Machine Learning in Cybersecurity
Machine learning (ML) is a commonly used term across nearly every sector of IT today. And while ML has frequently been used to make sense of big data—to improve business performance and processes and help make predictions—it has also proven priceless in other applications, including cybersecurity. This article will share reasons why ML has risen to such importance in cybersecurity, share some of the challenges of this particular application of the technology and describe the future that machine learning enables.
Why Machine Learning Has Become Vital for Cybersecurity
The need for machine learning has to do with complexity. Many organizations today possess a growing number of Internet of Things (IoT) devices that aren’t all known or managed by IT. All data and applications aren’t running on-premises, as hybrid and multicloud are the new normal. Users are no longer mostly in the office, as remote work is widely accepted.

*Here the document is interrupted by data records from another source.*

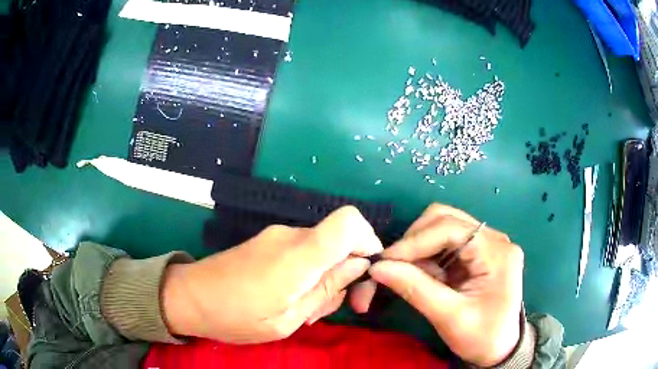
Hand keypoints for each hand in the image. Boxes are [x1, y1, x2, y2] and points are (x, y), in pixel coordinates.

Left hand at [162, 206, 381, 343]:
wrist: (189, 297)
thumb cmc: (236, 317)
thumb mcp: (287, 319)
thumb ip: (325, 290)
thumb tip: (358, 266)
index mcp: (299, 255)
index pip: (349, 221)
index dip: (368, 240)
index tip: (366, 273)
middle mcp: (291, 236)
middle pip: (340, 239)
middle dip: (348, 272)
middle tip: (336, 309)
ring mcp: (277, 237)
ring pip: (322, 250)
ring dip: (326, 278)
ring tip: (305, 310)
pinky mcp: (268, 243)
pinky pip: (303, 253)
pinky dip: (309, 275)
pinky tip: (292, 299)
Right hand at [369, 204, 523, 366]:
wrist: (500, 347)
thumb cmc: (481, 336)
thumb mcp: (449, 317)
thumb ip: (415, 289)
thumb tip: (378, 267)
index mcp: (497, 253)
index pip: (450, 228)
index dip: (414, 241)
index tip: (384, 260)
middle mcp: (494, 239)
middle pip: (446, 219)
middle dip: (415, 239)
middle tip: (394, 265)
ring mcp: (487, 243)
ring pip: (443, 226)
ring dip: (420, 246)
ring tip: (407, 272)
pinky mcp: (479, 252)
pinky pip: (446, 242)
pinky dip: (428, 254)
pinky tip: (422, 274)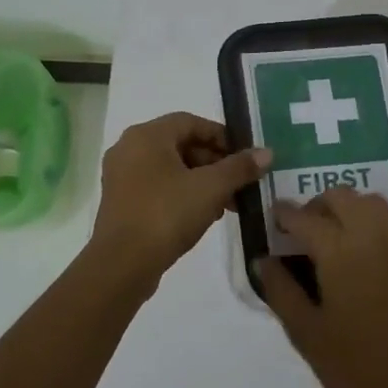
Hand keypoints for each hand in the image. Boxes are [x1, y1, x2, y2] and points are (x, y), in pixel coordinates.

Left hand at [90, 113, 270, 280]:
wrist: (122, 265)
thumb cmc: (166, 215)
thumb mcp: (211, 188)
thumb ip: (239, 167)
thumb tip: (266, 153)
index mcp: (147, 136)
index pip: (191, 122)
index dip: (221, 136)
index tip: (244, 157)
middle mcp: (129, 148)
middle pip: (181, 145)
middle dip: (215, 163)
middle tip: (239, 184)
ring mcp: (122, 176)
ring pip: (171, 168)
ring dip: (202, 181)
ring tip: (227, 204)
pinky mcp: (121, 201)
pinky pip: (158, 187)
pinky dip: (183, 194)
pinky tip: (204, 215)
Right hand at [254, 188, 387, 387]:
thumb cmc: (358, 365)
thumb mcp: (307, 334)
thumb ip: (281, 291)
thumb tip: (263, 259)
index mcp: (340, 251)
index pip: (305, 218)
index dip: (285, 214)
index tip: (273, 218)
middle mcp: (372, 236)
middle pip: (341, 197)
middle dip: (317, 204)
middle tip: (302, 229)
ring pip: (370, 201)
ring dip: (347, 206)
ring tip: (332, 234)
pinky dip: (371, 218)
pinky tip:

Not all that long ago, it was common for enterprises to rely on signature-based detection for malware, static firewall rules for network traffic and access control lists (ACLs) to define security policies. In a world with more devices, in more places than ever, the old ways of detecting potential security risks fail to keep up with the scale, scope and complexity.
Machine learning is all about training models to learn automatically from large amounts of data, and from the learning, a system can then identify trends, spot anomalies, make recommendations and ultimately execute actions. In order to address all the new security challenges that organizations face, there is a clear need for machine learning. Only machine learning can address the increasing number of challenges in cybersecurity: scaling up security solutions, detecting unknown attacks and detecting advanced attacks, including polymorphic malware. Advanced malware can change forms to evade detection, and using a traditional signature-based approach makes it very difficult to detect such advanced attacks. ML turns out to be the best solution to combat it.
What Makes Machine Learning Different in Cybersecurity
Machine learning is well understood and widely deployed across many areas. Among the most popular are image processing for recognition and natural language processing (NLP) to help understand what a human or a piece of text is saying.
Cybersecurity is different from other use cases for machine learning in some respects. Leveraging machine learning in cybersecurity carries its own challenges and requirements. We will discuss three unique challenges for applying ML to cybersecurity and three common but more severe challenges in cybersecurity.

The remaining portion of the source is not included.